# Wooden Rail/Concrete Feature Question



## Guest (Jul 7, 2009)

What's up fellas,

I've been hitting boxes and and easy rail at the park here and there, but I found some wooden rails around my town to practice on before I go back. What I wanna know is, when you see guys in the vids hitting wooden rails, and concrete features, what do they do to prepare the area to be hit? Does it need to be waxed, or have water poured onto it and iced up?

Basically, I don't want to eat my board up real bad. And the concrete is pretty rough in some spots and could catch my shit and toss me. Not scared to eat it, just curious what the "pros" do to prepare it, in order to slide smoothly.

Thanks in advance,
biggy reddy


----------



## legallyillegal (Oct 6, 2008)

drive some nails into it and dont be afraid to leave an inch or 2 hanging out


----------



## Cr0_Reps_Smit (Jun 27, 2009)

im not sure what you would want to do on the wooden rails but waxing the concrete will def help with sliding a lot. the main thing with wooden rails is you wanna make sure theres not too many big knicks that you can catch and if so sand em down a bit.


----------



## Guest (Jul 7, 2009)

Cr0_Reps_Smit said:


> im not sure what you would want to do on the wooden rails


I was thinking hit 'em just like I would a flat rail just like they have at the parks. Thanks for the input.

I was more interested in what to do about the concrete, really, but iI figured waxing it down with some skate wax or something similar would be the right idea. Thanks again.


----------



## Guest (Jul 7, 2009)

legallyillegal said:


> drive some nails into it and dont be afraid to leave an inch or 2 hanging out


Thanks for the sarcasm...

Is this one of those sites where people get bored and scan the forums looking for a chance to act like a dildo?

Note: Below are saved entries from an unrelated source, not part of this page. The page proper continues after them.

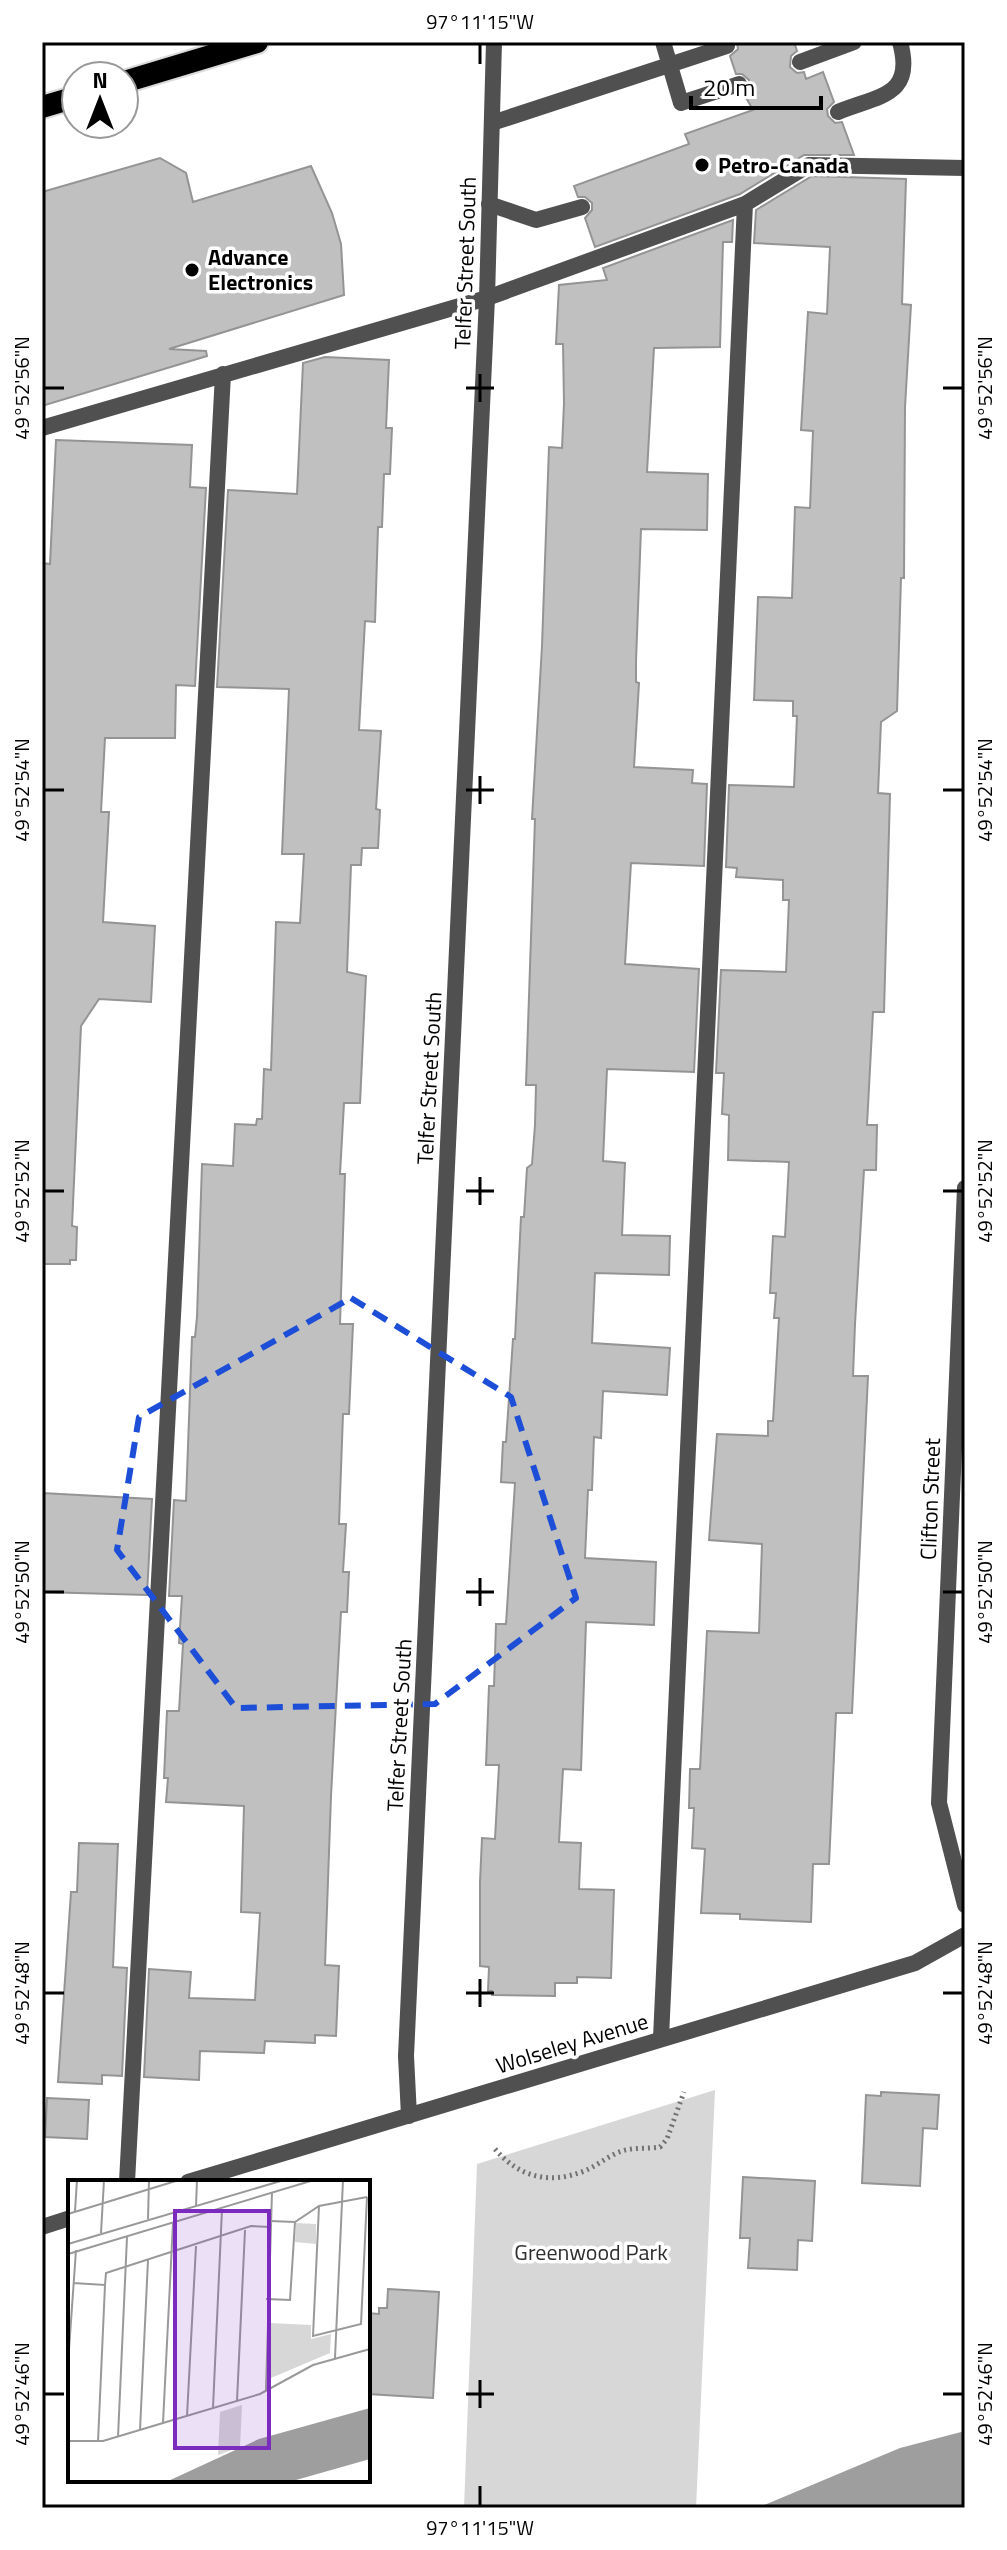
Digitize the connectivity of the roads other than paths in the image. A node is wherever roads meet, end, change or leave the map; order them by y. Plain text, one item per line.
1 (257, 42) edge
2 (494, 42) edge
3 (663, 42) edge
4 (854, 42) edge
5 (900, 42) edge
6 (727, 46) dead end
7 (800, 62) dead end
8 (670, 64) junction
9 (140, 77) edge
10 (739, 84) dead end
11 (838, 112) dead end
12 (492, 123) junction
13 (965, 168) edge
14 (489, 204) junction
15 (745, 204) junction
16 (582, 207) dead end
17 (487, 298) junction
18 (223, 374) junction
19 (42, 428) edge
20 (965, 1188) edge
21 (965, 1905) edge
22 (965, 1935) edge
23 (661, 2038) junction
24 (409, 2116) junction
25 (127, 2180) edge
26 (195, 2180) edge
27 (68, 2219) edge
28 (42, 2227) edge

1 - 9 highway
2 - 12 street, Telfer Street South
3 - 8 street
4 - 7 street
5 - 11 street
6 - 8 street
8 - 10 street
8 - 12 street
12 - 14 street, Telfer Street South
13 - 15 street
14 - 16 street
14 - 17 street, Telfer Street South
15 - 17 street
15 - 23 street
17 - 18 street
17 - 24 street, Telfer Street South
18 - 19 street
18 - 25 street
20 - 21 street, Clifton Street
22 - 23 street, Wolseley Avenue
23 - 24 street, Wolseley Avenue
24 - 26 street, Wolseley Avenue
27 - 28 street

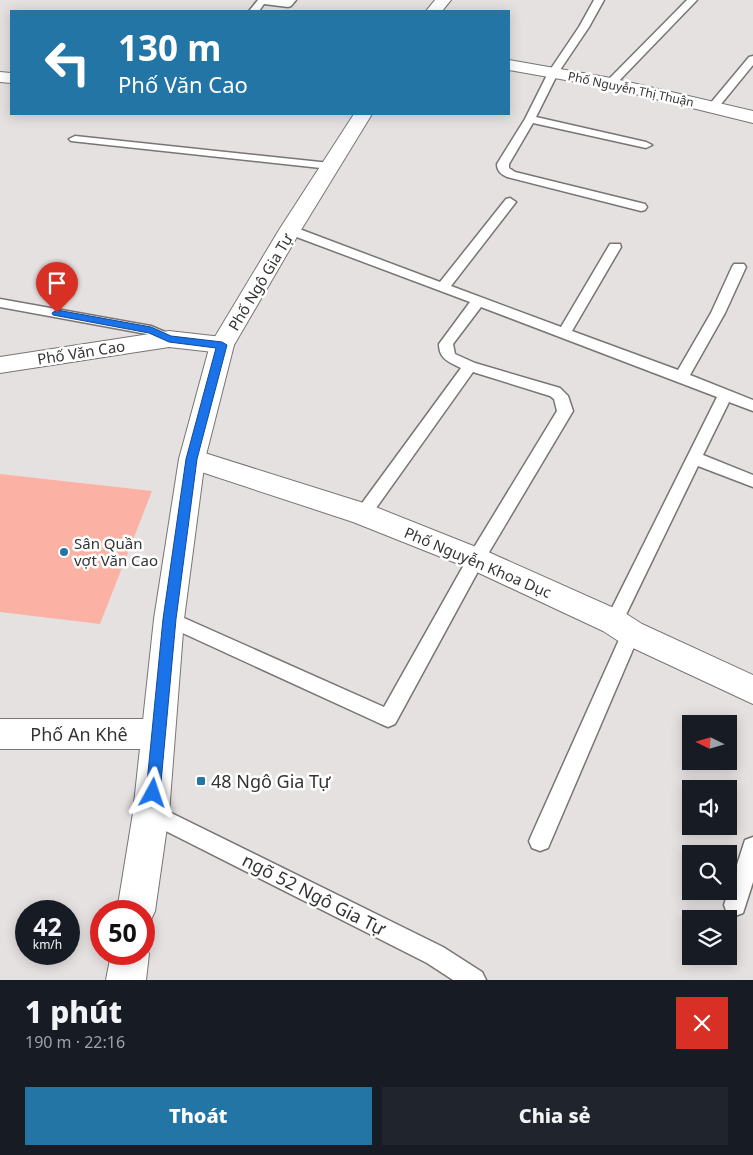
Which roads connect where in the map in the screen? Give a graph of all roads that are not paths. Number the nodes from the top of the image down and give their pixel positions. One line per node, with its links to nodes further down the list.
1 (291, 0): 5 (lane)
2 (443, 0): 6 (street)
3 (599, 0): 9 (lane)
4 (692, 0): 10 (lane)
5 (255, 10)
6 (435, 10)
7 (753, 59): 11 (lane)
8 (510, 65): 9 (street, Phố Nguyễn Thị Thuận)
9 (554, 73): 10 (street, Phố Nguyễn Thị Thuận); 14 (lane)
10 (611, 83): 11 (street, Phố Nguyễn Thị Thuận)
11 (713, 107): 13 (street, Phố Nguyễn Thị Thuận)
12 (363, 115): 17 (street, Phố Ngô Gia Tự)
13 (753, 117)
14 (530, 119): 16 (lane); 19 (lane)
15 (74, 139): 17 (lane)
16 (646, 145)
17 (330, 166): 20 (street, Phố Ngô Gia Tự)
18 (510, 202): 23 (lane)
19 (641, 207)
20 (290, 230): 23 (lane); 28 (street, Phố Ngô Gia Tự)
21 (615, 247): 26 (lane)
22 (739, 267): 31 (lane)
23 (442, 288): 24 (lane)
24 (478, 301): 26 (lane); 30 (lane)
25 (0, 303): 27 (lane)
26 (564, 333): 31 (lane)
27 (169, 338): 28 (street, Phố Văn Cao); 29 (street, Phố Văn Cao)
28 (222, 345): 35 (street, Phố Ngô Gia Tự)
29 (0, 365)
30 (470, 366): 37 (lane); 38 (lane)
31 (681, 377): 32 (lane)
32 (725, 395): 33 (lane); 34 (lane)
33 (753, 406)
34 (694, 458): 36 (lane); 40 (lane)
35 (192, 459): 37 (street, Phố Nguyễn Khoa Dục); 39 (street, Phố Ngô Gia Tự)
36 (753, 480)
37 (363, 514): 38 (street, Phố Nguyễn Khoa Dục)
38 (476, 559): 39 (lane); 40 (street, Phố Nguyễn Khoa Dục)
39 (169, 619): 43 (street, Phố Ngô Gia Tự)
40 (623, 627): 41 (street, Phố Nguyễn Khoa Dục); 45 (lane)
41 (753, 690)
42 (0, 734): 43 (street, Phố An Khê)
43 (158, 734): 44 (street, Phố Ngô Gia Tự)
44 (151, 813): 47 (street, Phố Ngô Gia Tự); 51 (lane, ngõ 52 Ngô Gia Tự)
45 (540, 841)
46 (753, 847): 48 (lane)
47 (138, 900)
48 (735, 905)
49 (128, 965): 50 (street)
50 (126, 980)
51 (474, 980)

Glad I gave you something to do for a minute... No hard feelings though, I can tell by your username that you probably have autism(google it) or somethin'. :laugh:


----------



## alaric (Aug 28, 2007)

concrete WILL eat your board. no matter how well you prep it with wax or snow.


----------



## legallyillegal (Oct 6, 2008)

BiggRedd said:


> Thanks for the sarcasm...
> 
> Is this one of those sites where people get bored and scan the forums looking for a chance to act like a dildo?
> 
> Glad I gave you something to do for a minute... No hard feelings though, I can tell by your username that you probably have autism(google it) or somethin'. :laugh:


are you high


----------



## Guest (Jul 7, 2009)

legallyillegal said:


> are you high


real clever... and yea, I'm workin' on it


----------



## nos (Mar 13, 2008)

You'll get base shots like crazy, but people hit crazy stuff nowadays. Just look forward to ptexing.


----------



## Guest (Jul 8, 2009)

Yea, I've been lucky so far, I only have one fairly nasty gash.

I'm riding a Nitro Swindle. They say it has a "Scratch n Rip FH Base: Show your Wounds"

What the hell does that mean? I thought all boards show their wounds. (lol) And wouldn't that slow me down in the snow? Wouldn't I want my board to resist wounds more so than show 'em? If anybody has a Nitro or has an idea what this might mean throw it out there.


----------



## legallyillegal (Oct 6, 2008)

the swindle has a dual-base (rip through one layer and you expose the 2nd layer)


----------



## Guest (Jul 9, 2009)

Yea they say it even changes color but mine hasn't and the gash has been there for a season or two.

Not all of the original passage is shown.